Aim of the task — Your answer should be the data below, reproduced with nothing changed.
....................
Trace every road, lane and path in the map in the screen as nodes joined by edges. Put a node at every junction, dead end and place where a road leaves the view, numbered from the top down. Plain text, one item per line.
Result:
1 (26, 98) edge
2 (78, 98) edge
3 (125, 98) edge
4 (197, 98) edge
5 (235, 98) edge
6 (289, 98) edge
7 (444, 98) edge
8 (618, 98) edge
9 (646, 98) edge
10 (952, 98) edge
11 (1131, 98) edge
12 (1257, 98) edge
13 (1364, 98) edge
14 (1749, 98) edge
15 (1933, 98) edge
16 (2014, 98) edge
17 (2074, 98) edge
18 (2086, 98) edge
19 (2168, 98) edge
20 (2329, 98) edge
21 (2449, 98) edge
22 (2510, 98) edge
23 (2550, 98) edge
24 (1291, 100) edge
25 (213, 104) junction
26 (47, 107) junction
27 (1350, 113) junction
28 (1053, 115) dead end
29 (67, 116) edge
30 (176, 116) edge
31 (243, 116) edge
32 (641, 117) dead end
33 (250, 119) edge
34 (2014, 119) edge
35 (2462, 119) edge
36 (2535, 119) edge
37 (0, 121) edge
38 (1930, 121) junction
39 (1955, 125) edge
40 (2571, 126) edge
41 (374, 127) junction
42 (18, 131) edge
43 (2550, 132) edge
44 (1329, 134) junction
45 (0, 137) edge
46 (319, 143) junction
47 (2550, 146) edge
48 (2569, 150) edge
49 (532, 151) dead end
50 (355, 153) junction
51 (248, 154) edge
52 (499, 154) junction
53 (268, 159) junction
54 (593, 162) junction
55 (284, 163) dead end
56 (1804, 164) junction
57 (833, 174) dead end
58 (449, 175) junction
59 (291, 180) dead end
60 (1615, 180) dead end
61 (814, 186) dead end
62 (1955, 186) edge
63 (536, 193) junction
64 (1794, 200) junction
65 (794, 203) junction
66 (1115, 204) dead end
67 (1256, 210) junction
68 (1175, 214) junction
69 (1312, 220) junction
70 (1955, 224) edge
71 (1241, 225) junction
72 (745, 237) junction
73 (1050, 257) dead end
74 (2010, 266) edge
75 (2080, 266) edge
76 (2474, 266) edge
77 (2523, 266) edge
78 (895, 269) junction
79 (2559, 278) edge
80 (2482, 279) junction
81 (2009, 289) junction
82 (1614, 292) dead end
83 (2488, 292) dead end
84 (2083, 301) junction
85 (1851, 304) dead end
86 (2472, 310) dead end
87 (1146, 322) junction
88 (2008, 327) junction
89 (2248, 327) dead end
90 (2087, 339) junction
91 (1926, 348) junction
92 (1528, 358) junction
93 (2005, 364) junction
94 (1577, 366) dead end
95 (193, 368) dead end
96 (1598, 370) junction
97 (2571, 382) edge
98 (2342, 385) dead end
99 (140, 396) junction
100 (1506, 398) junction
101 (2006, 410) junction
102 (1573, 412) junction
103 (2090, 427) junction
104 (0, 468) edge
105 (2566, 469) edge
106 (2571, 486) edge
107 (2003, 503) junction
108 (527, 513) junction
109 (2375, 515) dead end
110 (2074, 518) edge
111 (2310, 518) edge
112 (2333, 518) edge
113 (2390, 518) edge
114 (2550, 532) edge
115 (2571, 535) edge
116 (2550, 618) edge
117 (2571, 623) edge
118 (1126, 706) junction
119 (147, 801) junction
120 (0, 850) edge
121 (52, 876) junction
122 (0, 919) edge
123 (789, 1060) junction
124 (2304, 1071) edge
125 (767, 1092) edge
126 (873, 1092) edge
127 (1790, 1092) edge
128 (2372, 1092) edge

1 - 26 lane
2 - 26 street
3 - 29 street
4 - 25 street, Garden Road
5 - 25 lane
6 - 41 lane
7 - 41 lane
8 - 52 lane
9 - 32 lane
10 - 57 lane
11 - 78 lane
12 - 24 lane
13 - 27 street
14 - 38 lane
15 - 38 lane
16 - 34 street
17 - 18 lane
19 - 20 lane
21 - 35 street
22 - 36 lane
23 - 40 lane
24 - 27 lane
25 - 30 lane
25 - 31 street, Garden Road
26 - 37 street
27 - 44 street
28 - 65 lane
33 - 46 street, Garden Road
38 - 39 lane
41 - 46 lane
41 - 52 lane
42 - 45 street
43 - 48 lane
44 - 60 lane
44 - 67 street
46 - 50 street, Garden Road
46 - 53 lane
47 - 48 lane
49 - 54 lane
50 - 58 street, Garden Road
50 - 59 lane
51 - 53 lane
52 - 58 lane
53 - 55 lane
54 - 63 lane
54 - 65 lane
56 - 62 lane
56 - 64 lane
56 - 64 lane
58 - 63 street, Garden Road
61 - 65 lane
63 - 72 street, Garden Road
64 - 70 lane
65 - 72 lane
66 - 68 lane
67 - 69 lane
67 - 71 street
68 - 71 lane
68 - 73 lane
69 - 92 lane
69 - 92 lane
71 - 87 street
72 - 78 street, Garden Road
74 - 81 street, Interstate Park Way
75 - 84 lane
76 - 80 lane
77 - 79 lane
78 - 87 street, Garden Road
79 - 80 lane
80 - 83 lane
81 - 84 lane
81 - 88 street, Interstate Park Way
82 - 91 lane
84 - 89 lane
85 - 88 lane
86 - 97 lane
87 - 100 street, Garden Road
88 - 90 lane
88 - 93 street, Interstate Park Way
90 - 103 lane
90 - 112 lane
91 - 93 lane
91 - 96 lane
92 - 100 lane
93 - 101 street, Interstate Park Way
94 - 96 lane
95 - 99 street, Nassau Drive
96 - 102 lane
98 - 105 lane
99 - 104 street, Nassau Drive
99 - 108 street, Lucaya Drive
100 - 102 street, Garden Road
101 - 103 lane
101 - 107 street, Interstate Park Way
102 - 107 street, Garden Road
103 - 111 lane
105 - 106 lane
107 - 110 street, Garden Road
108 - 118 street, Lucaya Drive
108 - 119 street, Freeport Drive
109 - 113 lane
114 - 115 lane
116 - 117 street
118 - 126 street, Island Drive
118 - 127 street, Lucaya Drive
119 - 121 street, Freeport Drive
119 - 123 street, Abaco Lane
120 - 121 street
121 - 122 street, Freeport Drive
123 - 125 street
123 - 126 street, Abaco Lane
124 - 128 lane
....................
Written solution —
Trace every road, lane and path in the map in the screen as nodes joined by edges. Put a node at every junction, dead end and place where a road leaves the view, numbered from the top down. Plain text, one item per line.
Result:
1 (26, 98) edge
2 (78, 98) edge
3 (125, 98) edge
4 (197, 98) edge
5 (235, 98) edge
6 (289, 98) edge
7 (444, 98) edge
8 (618, 98) edge
9 (646, 98) edge
10 (952, 98) edge
11 (1131, 98) edge
12 (1257, 98) edge
13 (1364, 98) edge
14 (1749, 98) edge
15 (1933, 98) edge
16 (2014, 98) edge
17 (2074, 98) edge
18 (2086, 98) edge
19 (2168, 98) edge
20 (2329, 98) edge
21 (2449, 98) edge
22 (2510, 98) edge
23 (2550, 98) edge
24 (1291, 100) edge
25 (213, 104) junction
26 (47, 107) junction
27 (1350, 113) junction
28 (1053, 115) dead end
29 (67, 116) edge
30 (176, 116) edge
31 (243, 116) edge
32 (641, 117) dead end
33 (250, 119) edge
34 (2014, 119) edge
35 (2462, 119) edge
36 (2535, 119) edge
37 (0, 121) edge
38 (1930, 121) junction
39 (1955, 125) edge
40 (2571, 126) edge
41 (374, 127) junction
42 (18, 131) edge
43 (2550, 132) edge
44 (1329, 134) junction
45 (0, 137) edge
46 (319, 143) junction
47 (2550, 146) edge
48 (2569, 150) edge
49 (532, 151) dead end
50 (355, 153) junction
51 (248, 154) edge
52 (499, 154) junction
53 (268, 159) junction
54 (593, 162) junction
55 (284, 163) dead end
56 (1804, 164) junction
57 (833, 174) dead end
58 (449, 175) junction
59 (291, 180) dead end
60 (1615, 180) dead end
61 (814, 186) dead end
62 (1955, 186) edge
63 (536, 193) junction
64 (1794, 200) junction
65 (794, 203) junction
66 (1115, 204) dead end
67 (1256, 210) junction
68 (1175, 214) junction
69 (1312, 220) junction
70 (1955, 224) edge
71 (1241, 225) junction
72 (745, 237) junction
73 (1050, 257) dead end
74 (2010, 266) edge
75 (2080, 266) edge
76 (2474, 266) edge
77 (2523, 266) edge
78 (895, 269) junction
79 (2559, 278) edge
80 (2482, 279) junction
81 (2009, 289) junction
82 (1614, 292) dead end
83 (2488, 292) dead end
84 (2083, 301) junction
85 (1851, 304) dead end
86 (2472, 310) dead end
87 (1146, 322) junction
88 (2008, 327) junction
89 (2248, 327) dead end
90 (2087, 339) junction
91 (1926, 348) junction
92 (1528, 358) junction
93 (2005, 364) junction
94 (1577, 366) dead end
95 (193, 368) dead end
96 (1598, 370) junction
97 (2571, 382) edge
98 (2342, 385) dead end
99 (140, 396) junction
100 (1506, 398) junction
101 (2006, 410) junction
102 (1573, 412) junction
103 (2090, 427) junction
104 (0, 468) edge
105 (2566, 469) edge
106 (2571, 486) edge
107 (2003, 503) junction
108 (527, 513) junction
109 (2375, 515) dead end
110 (2074, 518) edge
111 (2310, 518) edge
112 (2333, 518) edge
113 (2390, 518) edge
114 (2550, 532) edge
115 (2571, 535) edge
116 (2550, 618) edge
117 (2571, 623) edge
118 (1126, 706) junction
119 (147, 801) junction
120 (0, 850) edge
121 (52, 876) junction
122 (0, 919) edge
123 (789, 1060) junction
124 (2304, 1071) edge
125 (767, 1092) edge
126 (873, 1092) edge
127 (1790, 1092) edge
128 (2372, 1092) edge

1 - 26 lane
2 - 26 street
3 - 29 street
4 - 25 street, Garden Road
5 - 25 lane
6 - 41 lane
7 - 41 lane
8 - 52 lane
9 - 32 lane
10 - 57 lane
11 - 78 lane
12 - 24 lane
13 - 27 street
14 - 38 lane
15 - 38 lane
16 - 34 street
17 - 18 lane
19 - 20 lane
21 - 35 street
22 - 36 lane
23 - 40 lane
24 - 27 lane
25 - 30 lane
25 - 31 street, Garden Road
26 - 37 street
27 - 44 street
28 - 65 lane
33 - 46 street, Garden Road
38 - 39 lane
41 - 46 lane
41 - 52 lane
42 - 45 street
43 - 48 lane
44 - 60 lane
44 - 67 street
46 - 50 street, Garden Road
46 - 53 lane
47 - 48 lane
49 - 54 lane
50 - 58 street, Garden Road
50 - 59 lane
51 - 53 lane
52 - 58 lane
53 - 55 lane
54 - 63 lane
54 - 65 lane
56 - 62 lane
56 - 64 lane
56 - 64 lane
58 - 63 street, Garden Road
61 - 65 lane
63 - 72 street, Garden Road
64 - 70 lane
65 - 72 lane
66 - 68 lane
67 - 69 lane
67 - 71 street
68 - 71 lane
68 - 73 lane
69 - 92 lane
69 - 92 lane
71 - 87 street
72 - 78 street, Garden Road
74 - 81 street, Interstate Park Way
75 - 84 lane
76 - 80 lane
77 - 79 lane
78 - 87 street, Garden Road
79 - 80 lane
80 - 83 lane
81 - 84 lane
81 - 88 street, Interstate Park Way
82 - 91 lane
84 - 89 lane
85 - 88 lane
86 - 97 lane
87 - 100 street, Garden Road
88 - 90 lane
88 - 93 street, Interstate Park Way
90 - 103 lane
90 - 112 lane
91 - 93 lane
91 - 96 lane
92 - 100 lane
93 - 101 street, Interstate Park Way
94 - 96 lane
95 - 99 street, Nassau Drive
96 - 102 lane
98 - 105 lane
99 - 104 street, Nassau Drive
99 - 108 street, Lucaya Drive
100 - 102 street, Garden Road
101 - 103 lane
101 - 107 street, Interstate Park Way
102 - 107 street, Garden Road
103 - 111 lane
105 - 106 lane
107 - 110 street, Garden Road
108 - 118 street, Lucaya Drive
108 - 119 street, Freeport Drive
109 - 113 lane
114 - 115 lane
116 - 117 street
118 - 126 street, Island Drive
118 - 127 street, Lucaya Drive
119 - 121 street, Freeport Drive
119 - 123 street, Abaco Lane
120 - 121 street
121 - 122 street, Freeport Drive
123 - 125 street
123 - 126 street, Abaco Lane
124 - 128 lane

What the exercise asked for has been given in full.